The present study showed that MCT could improve users’ psychological symptoms and be a therapeutic approach for Muslim women with substance use. This treatment significantly affects depression, anxiety, situational confidence, substance use, and personal concerns. This change indicates the treatment’s success in all experimental group members from pre-test to follow-up. Given the effectiveness of this treatment, it can offer a new approach to facilitating change and behavior that could be widely used in addiction interventions. MCT has been successful, and patients have exhibited no signs of exacerbation in depression, anxiety, or cravings.

This research had some limitations. Lack of controlled conditions for more accurate monitoring of tasks at home, short follow-up periods, the sample restriction to two addiction treatment clinics in Herat city, and use of self-report tools were some of the project’s limitations.

While attempting to overcome these limitations, it is suggested that a follow-up phase exceeding three months should be considered. It is also recommended to perform MCT individually to achieve more accurate training results. On the other hand, the effectiveness of MCT should be examined on other substance users, such as alcoholics and smokers, according to variables such as type, method, and duration of consumption. Also, MCT should be compared to methadone maintenance therapy used as a conventional treatment for SUD. This study focused on Afghani women who were using opium, so it is recommended to evaluate the effectiveness of other psychotherapies on them and repeat such studies on men. Additionally, due to cultural differences between Afghanistan as a Muslim country and the Western countries, where MCT and other types of modern psychotherapies were born, it is necessary to investigate the effectiveness of modern psychotherapies for the Muslim population. Finally, the study could have been enhanced by looking at drug use outcomes and satisfaction.

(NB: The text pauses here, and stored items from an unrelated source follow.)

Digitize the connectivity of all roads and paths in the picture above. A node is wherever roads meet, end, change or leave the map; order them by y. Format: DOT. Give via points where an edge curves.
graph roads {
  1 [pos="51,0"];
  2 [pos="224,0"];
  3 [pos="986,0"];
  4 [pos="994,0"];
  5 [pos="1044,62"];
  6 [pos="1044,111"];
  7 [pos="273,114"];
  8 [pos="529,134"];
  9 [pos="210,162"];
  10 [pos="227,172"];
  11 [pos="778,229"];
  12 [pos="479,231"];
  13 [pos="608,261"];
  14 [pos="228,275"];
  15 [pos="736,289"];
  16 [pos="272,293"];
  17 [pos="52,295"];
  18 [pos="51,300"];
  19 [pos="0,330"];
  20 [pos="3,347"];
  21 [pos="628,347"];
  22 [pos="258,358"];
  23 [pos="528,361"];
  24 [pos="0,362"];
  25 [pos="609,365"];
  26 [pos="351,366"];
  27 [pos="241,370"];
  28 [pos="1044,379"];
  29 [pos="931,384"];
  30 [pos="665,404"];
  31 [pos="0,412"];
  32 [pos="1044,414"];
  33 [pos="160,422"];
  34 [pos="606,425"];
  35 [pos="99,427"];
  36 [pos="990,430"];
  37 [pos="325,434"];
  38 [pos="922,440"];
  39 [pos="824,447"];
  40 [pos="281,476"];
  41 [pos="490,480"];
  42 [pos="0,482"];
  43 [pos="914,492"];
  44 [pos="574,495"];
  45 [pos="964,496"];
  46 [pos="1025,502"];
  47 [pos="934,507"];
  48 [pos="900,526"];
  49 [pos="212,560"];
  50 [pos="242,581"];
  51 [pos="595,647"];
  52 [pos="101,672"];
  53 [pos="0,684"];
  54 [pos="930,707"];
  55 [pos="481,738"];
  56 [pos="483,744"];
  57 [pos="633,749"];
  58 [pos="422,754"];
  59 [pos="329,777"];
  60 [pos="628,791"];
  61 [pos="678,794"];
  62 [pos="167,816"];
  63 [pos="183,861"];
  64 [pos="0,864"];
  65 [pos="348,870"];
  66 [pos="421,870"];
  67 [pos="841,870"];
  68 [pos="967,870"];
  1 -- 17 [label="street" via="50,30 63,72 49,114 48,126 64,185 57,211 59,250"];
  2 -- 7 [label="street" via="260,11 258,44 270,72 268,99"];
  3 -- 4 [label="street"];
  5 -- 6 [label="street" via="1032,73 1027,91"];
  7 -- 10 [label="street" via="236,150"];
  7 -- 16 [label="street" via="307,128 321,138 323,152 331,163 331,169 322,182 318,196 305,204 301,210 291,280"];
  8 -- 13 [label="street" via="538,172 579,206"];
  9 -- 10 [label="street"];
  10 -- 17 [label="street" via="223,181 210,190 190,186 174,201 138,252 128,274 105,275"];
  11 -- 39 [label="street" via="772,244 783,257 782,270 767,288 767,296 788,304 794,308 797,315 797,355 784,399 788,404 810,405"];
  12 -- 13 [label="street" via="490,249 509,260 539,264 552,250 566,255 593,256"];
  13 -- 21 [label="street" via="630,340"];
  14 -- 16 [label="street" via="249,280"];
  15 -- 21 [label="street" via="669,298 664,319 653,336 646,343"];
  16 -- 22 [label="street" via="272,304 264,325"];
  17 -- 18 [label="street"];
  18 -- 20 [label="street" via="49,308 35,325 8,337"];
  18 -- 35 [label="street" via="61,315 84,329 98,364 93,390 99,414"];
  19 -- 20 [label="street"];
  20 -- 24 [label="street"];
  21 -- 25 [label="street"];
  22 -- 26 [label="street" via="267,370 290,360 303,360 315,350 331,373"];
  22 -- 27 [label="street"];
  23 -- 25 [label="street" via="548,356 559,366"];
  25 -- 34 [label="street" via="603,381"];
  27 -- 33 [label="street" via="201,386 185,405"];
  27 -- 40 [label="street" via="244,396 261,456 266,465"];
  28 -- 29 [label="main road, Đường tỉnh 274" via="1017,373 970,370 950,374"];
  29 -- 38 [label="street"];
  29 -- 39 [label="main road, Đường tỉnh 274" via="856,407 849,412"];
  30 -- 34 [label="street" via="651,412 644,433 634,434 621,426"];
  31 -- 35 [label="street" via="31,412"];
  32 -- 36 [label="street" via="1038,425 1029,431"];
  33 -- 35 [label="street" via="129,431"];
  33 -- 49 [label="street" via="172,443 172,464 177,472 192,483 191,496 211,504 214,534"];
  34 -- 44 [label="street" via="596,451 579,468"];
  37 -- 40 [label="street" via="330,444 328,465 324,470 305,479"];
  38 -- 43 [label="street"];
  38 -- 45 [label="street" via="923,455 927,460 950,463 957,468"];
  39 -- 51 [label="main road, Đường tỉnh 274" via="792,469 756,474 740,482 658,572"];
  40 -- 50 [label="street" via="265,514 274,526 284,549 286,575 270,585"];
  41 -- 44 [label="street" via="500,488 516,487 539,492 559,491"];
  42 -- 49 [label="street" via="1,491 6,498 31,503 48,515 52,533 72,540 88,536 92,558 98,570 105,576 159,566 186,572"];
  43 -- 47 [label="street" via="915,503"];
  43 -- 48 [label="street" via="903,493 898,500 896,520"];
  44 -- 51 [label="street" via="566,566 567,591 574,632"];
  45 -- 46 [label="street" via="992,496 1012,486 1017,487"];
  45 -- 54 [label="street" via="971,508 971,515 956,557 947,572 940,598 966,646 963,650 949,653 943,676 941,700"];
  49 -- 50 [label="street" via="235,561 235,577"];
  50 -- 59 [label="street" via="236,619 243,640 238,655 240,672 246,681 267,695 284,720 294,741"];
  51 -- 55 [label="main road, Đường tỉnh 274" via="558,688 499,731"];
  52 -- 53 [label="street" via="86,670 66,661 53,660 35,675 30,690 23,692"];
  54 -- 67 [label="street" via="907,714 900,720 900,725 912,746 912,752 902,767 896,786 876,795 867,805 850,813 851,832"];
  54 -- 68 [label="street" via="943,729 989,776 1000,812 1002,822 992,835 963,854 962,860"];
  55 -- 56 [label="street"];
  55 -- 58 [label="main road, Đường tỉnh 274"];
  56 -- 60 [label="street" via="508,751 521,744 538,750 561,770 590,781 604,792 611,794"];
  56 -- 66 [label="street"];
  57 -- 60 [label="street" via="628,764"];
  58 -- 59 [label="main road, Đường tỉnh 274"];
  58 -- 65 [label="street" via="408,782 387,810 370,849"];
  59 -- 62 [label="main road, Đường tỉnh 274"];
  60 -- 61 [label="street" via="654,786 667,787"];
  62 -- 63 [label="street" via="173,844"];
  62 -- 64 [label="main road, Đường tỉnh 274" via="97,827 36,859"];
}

Further research is also warranted to develop a treatment model to identify risk factors for substance use and effective treatment to reduce psychological problems in substance users.

Data Transparency Disclosure

We have not previously published, nor do we currently have works in press stemming from this data set. All the research materials and data files are available.

Acknowledgment

We thank the participants who attended the psychotherapeutic sessions and carefully answered the research scales.

Declaration of Conflicts of Interest

The authors have no conflict of interest to disclose and received no research fund. The APA Ethical codes were approved in this research. Research Ethics committees of the Ferdowsi University of Mashhad declared that this project follows the ethical principles, national norms, and standards for conducting medical research in Iran (Approval ID: IR.UM.REC.1400.176).